Inhibitory control of cortical circuits – GABACORTEX

The cerebral cortex (neocortex) is the site where all sensory information is integrated to generate complex behaviors and sophisticated cognitive functions. This is accomplished through the concerted, synchronous, and often rhythmic activity of intertwined cortical networks formed by highly heterogeneous neuronal populations. In particular, locally-projecting, inhibitory interneurons (using GABA as neurotransmitter) encompass a vast number of cell subclasses, and this rich cellular diversity results in an efficient division of labor dictating virtually all cortical activities. Importantly, some interneurons are specialized in targeting dendrites, whereas others, known as basket cells, innervate the perisomatic region of cortical principal cells. Whereas dendrite-targeting interneurons are believed to control the integration of glutamatergic synapses onto principal cells, inhibitory cells innervating the perisomatic region of pyramidal neurons are responsible for their precise spike timing. Basket cells act therefore as precise ‘metronomes’: by providing pyramidal neurons with a temporal code, they end up synchronizing large neuronal ensembles. Importantly, we have previously found that a particular basket cell subtype, the fast-spiking (FS) interneuron, is self-connected by powerful functional autapses (i.e. synapses that a neuron makes with itself). Our preliminary results support the hypothesis that these basket cells connect more strongly with themselves via autaptic contacts than with other elements of the cortical microcircuit. This proposal aims at addressing unanswered questions, such as: Why do FS interneurons auto-connect so strongly? What is their role during synchronous rhythmic activities? How do GABAergic autaptic connections integrate FS cell input-output properties?

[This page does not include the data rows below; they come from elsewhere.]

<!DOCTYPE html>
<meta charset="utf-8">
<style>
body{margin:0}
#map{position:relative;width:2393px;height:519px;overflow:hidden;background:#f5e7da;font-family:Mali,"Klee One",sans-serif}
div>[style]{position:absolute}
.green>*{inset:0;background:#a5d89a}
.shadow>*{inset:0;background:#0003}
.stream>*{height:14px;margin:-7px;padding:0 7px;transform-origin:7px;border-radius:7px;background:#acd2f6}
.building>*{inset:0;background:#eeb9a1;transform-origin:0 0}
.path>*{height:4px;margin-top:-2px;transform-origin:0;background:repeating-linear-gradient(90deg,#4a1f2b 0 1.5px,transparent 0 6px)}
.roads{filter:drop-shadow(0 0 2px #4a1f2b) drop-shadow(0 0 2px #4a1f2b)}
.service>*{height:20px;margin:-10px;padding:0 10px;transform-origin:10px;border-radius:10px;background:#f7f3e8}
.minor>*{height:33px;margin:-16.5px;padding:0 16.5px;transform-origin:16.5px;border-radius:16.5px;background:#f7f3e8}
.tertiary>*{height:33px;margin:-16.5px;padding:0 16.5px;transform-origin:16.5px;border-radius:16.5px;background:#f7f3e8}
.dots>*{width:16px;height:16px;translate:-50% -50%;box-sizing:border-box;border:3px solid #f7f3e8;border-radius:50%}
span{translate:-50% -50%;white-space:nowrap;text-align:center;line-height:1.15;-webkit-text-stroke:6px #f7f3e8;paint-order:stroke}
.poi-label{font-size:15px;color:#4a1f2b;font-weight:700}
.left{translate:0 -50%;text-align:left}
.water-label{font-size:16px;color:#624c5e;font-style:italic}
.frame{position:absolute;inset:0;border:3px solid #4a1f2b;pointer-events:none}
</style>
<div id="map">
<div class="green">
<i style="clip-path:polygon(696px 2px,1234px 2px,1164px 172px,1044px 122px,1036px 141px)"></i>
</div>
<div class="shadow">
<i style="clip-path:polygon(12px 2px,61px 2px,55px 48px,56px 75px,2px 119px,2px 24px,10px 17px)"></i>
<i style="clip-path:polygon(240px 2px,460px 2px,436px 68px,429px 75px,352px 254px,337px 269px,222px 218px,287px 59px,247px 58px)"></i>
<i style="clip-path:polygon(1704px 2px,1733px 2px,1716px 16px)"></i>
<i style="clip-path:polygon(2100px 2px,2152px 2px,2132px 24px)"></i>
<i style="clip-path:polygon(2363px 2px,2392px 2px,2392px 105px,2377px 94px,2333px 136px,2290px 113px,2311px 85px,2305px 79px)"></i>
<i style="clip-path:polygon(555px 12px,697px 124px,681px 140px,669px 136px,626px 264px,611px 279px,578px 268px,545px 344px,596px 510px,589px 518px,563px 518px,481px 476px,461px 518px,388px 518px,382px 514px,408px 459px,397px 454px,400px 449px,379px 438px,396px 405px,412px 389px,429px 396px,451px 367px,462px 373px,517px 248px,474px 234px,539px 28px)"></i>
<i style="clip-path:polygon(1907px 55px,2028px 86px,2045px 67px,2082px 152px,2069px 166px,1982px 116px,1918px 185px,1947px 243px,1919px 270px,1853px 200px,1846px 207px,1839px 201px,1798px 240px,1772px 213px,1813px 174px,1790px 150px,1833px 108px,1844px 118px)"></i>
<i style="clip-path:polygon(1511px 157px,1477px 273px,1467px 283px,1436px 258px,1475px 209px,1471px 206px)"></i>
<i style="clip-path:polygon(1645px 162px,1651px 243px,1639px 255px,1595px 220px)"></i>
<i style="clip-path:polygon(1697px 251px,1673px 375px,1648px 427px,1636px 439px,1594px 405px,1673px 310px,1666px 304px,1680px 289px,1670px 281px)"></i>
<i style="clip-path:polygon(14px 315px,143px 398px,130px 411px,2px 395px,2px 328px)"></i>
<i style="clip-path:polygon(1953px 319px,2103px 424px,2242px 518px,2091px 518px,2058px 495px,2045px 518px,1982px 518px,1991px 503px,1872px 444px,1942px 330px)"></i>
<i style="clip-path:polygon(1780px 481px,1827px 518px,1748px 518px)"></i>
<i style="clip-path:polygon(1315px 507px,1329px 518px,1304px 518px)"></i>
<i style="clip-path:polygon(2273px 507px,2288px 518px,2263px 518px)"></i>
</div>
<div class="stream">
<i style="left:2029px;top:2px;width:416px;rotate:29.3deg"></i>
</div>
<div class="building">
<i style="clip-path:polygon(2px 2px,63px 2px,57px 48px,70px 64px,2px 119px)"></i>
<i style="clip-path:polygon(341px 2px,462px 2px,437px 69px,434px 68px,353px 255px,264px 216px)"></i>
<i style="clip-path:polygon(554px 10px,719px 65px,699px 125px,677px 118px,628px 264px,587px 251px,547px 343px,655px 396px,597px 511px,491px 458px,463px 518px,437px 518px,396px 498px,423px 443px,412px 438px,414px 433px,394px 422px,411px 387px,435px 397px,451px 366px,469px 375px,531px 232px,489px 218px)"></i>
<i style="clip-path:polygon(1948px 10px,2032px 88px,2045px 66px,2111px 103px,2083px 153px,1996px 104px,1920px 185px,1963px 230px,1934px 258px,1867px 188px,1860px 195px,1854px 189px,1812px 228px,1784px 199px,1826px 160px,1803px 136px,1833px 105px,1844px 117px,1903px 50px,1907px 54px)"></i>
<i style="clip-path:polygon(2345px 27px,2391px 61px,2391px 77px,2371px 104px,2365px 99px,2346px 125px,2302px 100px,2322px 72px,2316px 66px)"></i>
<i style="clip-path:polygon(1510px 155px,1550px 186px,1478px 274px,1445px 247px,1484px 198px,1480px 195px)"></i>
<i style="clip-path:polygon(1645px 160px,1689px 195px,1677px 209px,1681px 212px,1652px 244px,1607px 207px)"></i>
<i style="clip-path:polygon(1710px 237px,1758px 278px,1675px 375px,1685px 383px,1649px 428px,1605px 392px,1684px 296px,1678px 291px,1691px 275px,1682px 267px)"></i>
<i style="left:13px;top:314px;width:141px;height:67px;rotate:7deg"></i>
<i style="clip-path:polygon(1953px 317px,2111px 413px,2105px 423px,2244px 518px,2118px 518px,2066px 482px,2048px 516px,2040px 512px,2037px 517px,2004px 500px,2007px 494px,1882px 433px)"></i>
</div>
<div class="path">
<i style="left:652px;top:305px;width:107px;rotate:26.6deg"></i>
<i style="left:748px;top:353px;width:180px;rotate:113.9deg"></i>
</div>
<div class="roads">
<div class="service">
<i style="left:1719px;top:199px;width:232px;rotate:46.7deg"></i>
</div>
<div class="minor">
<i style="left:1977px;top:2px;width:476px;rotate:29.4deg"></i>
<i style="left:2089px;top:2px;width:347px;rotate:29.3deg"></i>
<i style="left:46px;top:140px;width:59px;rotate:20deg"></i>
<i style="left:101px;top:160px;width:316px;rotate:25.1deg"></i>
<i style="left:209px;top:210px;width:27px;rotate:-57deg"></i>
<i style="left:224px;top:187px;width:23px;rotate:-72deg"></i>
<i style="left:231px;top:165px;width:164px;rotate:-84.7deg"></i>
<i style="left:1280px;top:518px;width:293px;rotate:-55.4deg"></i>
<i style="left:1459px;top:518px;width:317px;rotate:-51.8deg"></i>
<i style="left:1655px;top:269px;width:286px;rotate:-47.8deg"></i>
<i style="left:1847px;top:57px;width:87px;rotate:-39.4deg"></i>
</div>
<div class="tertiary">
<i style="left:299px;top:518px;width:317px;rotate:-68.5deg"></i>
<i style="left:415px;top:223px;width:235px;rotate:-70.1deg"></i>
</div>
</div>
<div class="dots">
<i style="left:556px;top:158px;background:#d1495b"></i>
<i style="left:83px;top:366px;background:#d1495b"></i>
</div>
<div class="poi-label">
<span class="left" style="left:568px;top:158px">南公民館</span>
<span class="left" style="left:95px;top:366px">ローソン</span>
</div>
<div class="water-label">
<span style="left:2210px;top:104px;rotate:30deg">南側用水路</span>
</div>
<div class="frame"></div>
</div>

In addition we have found that GABAergic neurotransmission onto principal pyramidal neurons undergoes non-hebbian long-term plasticity, which is bi-directional (i.e. potentiating or depressing), depending on pyramidal neuron cell type and cortical layer. In the last decades, the plasticity of excitatory glutamatergic synapses has been extensively studied and proposed to be the synaptic correlate of learning and memory. In contrast, mechanisms and function of plasticity of GABAergic synapses are still poorly understood. Therefore, in a second set of experiments, we will elucidate the mechanisms underlying and the cellular players involved in bi-directional long-term plasticity of GABAergic synapses onto pyramidal neurons, and we will identify its functional relevance during cortical network activity.
Results of these experiments will lead to a better understanding of the physiological properties and function of neocortical interneurons, fundamentally advancing the general knowledge of neocortical physiology underlying both normal behaviors and pathological activities.